### Exercise aim
Below are some records. Pull every line that contains the word "Output".

═══ Input data ═══

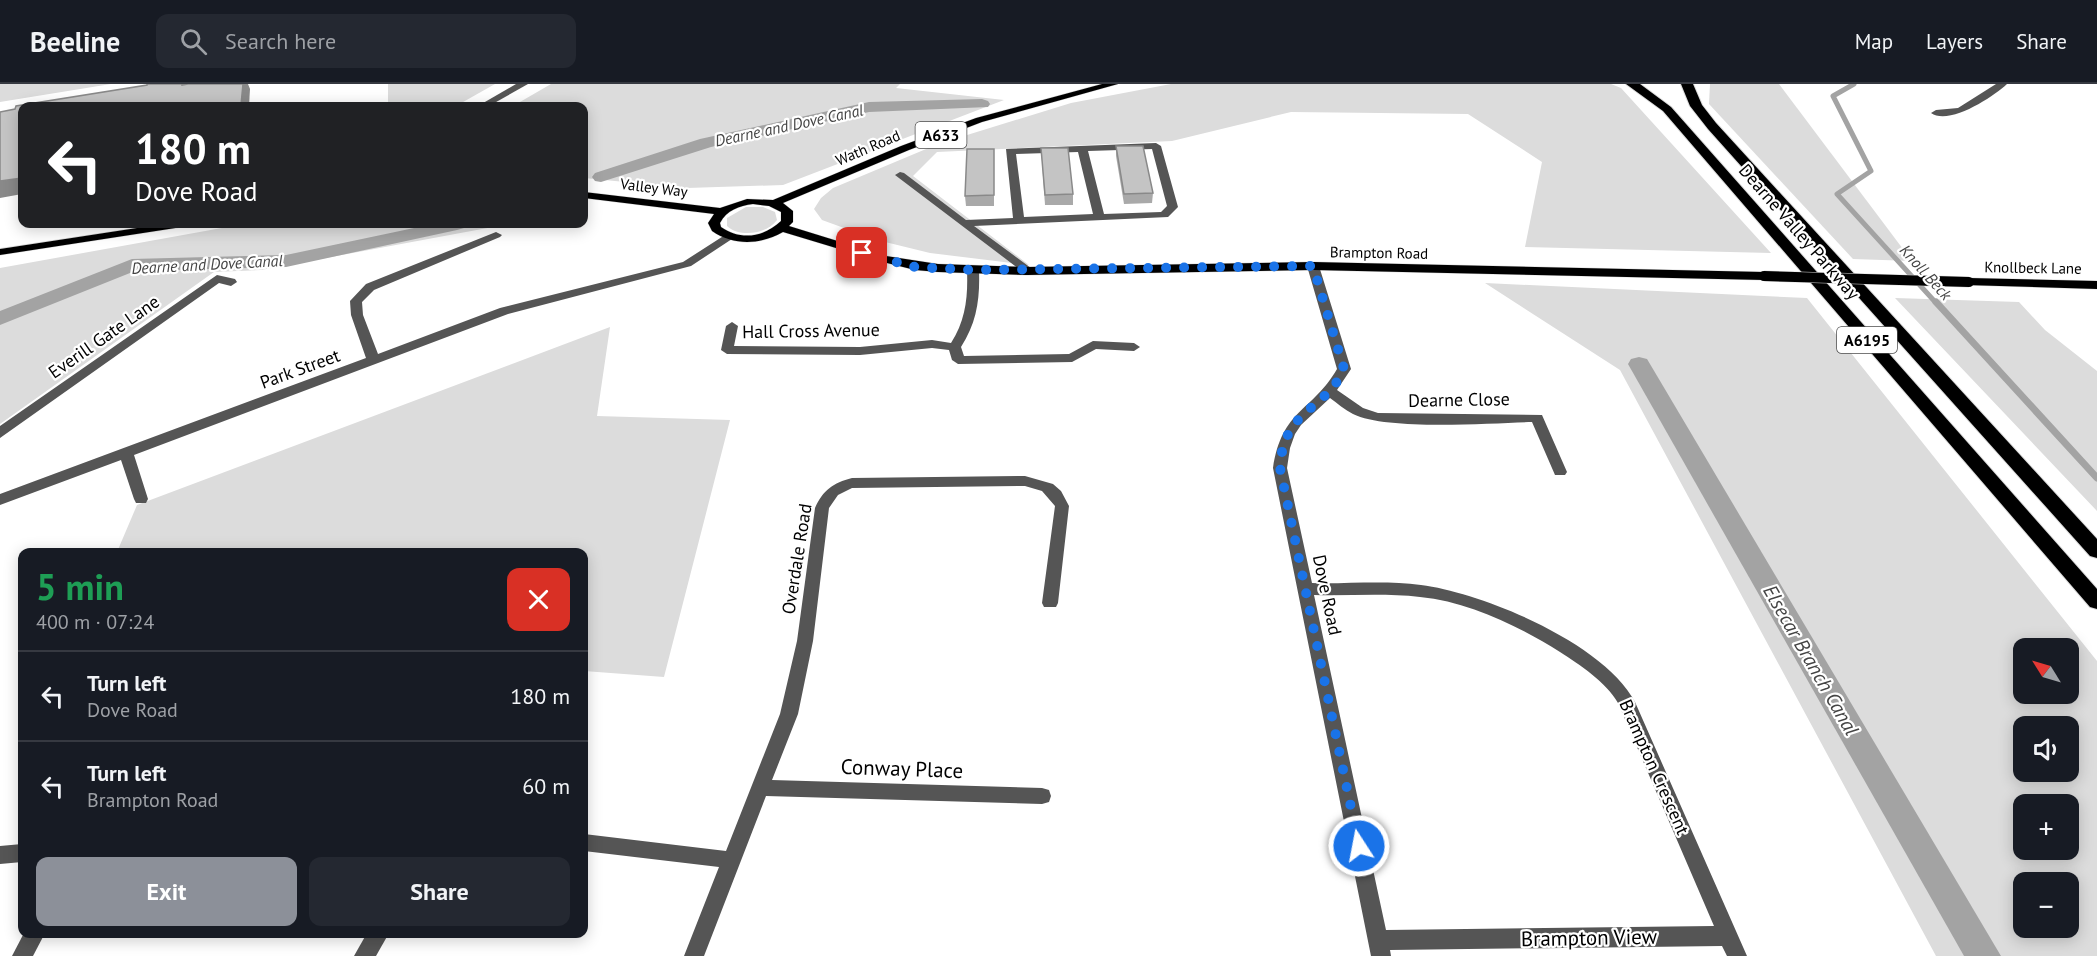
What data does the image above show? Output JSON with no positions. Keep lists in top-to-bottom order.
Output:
{
  "streets": {
    "highway": ["Dearne Valley Parkway", "A6195"],
    "main road": [
      "A633",
      "Wath Road",
      "Valley Way",
      "Brampton Road",
      "Knollbeck Lane"
    ],
    "street": [
      "Hall Cross Avenue",
      "Everill Gate Lane",
      "Park Street",
      "Dearne Close",
      "Overdale Road",
      "Dove Road",
      "Brampton Crescent",
      "Conway Place",
      "Brampton View"
    ]
  },
  "crossings": [
    ["Brampton Road", "Knollbeck Lane"],
    ["Brampton Road", "Dove Road"],
    ["Dearne Close", "Dove Road"],
    ["Overdale Road", "Conway Place"],
    ["Dove Road", "Brampton Crescent"],
    ["Dove Road", "Brampton View"],
    ["Brampton Crescent", "Brampton View"]
  ],
  "water": ["Dearne and Dove Canal", "Knoll Beck", "Elsecar Branch Canal"],
  "north": "top left",
  "page": {
    "header": "Beeline",
    "search": "Search here",
    "nav": ["Map", "Layers", "Share"],
    "turn": ["180 m", "Dove Road"],
    "heading": ["5 min", "400 m · 07:24"],
    "map_buttons": ["+", "−"],
    "list": [
      {
        "name": "Turn left",
        "note": "Dove Road",
        "value": "180 m"
      },
      {
        "name": "Turn left",
        "note": "Brampton Road",
        "value": "60 m"
      }
    ],
    "buttons": ["Exit", "Share"]
  }
}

═══

### Solution below
What data does the image above show? Output JSON with no positions. Keep lists in top-to-bottom order.
Output:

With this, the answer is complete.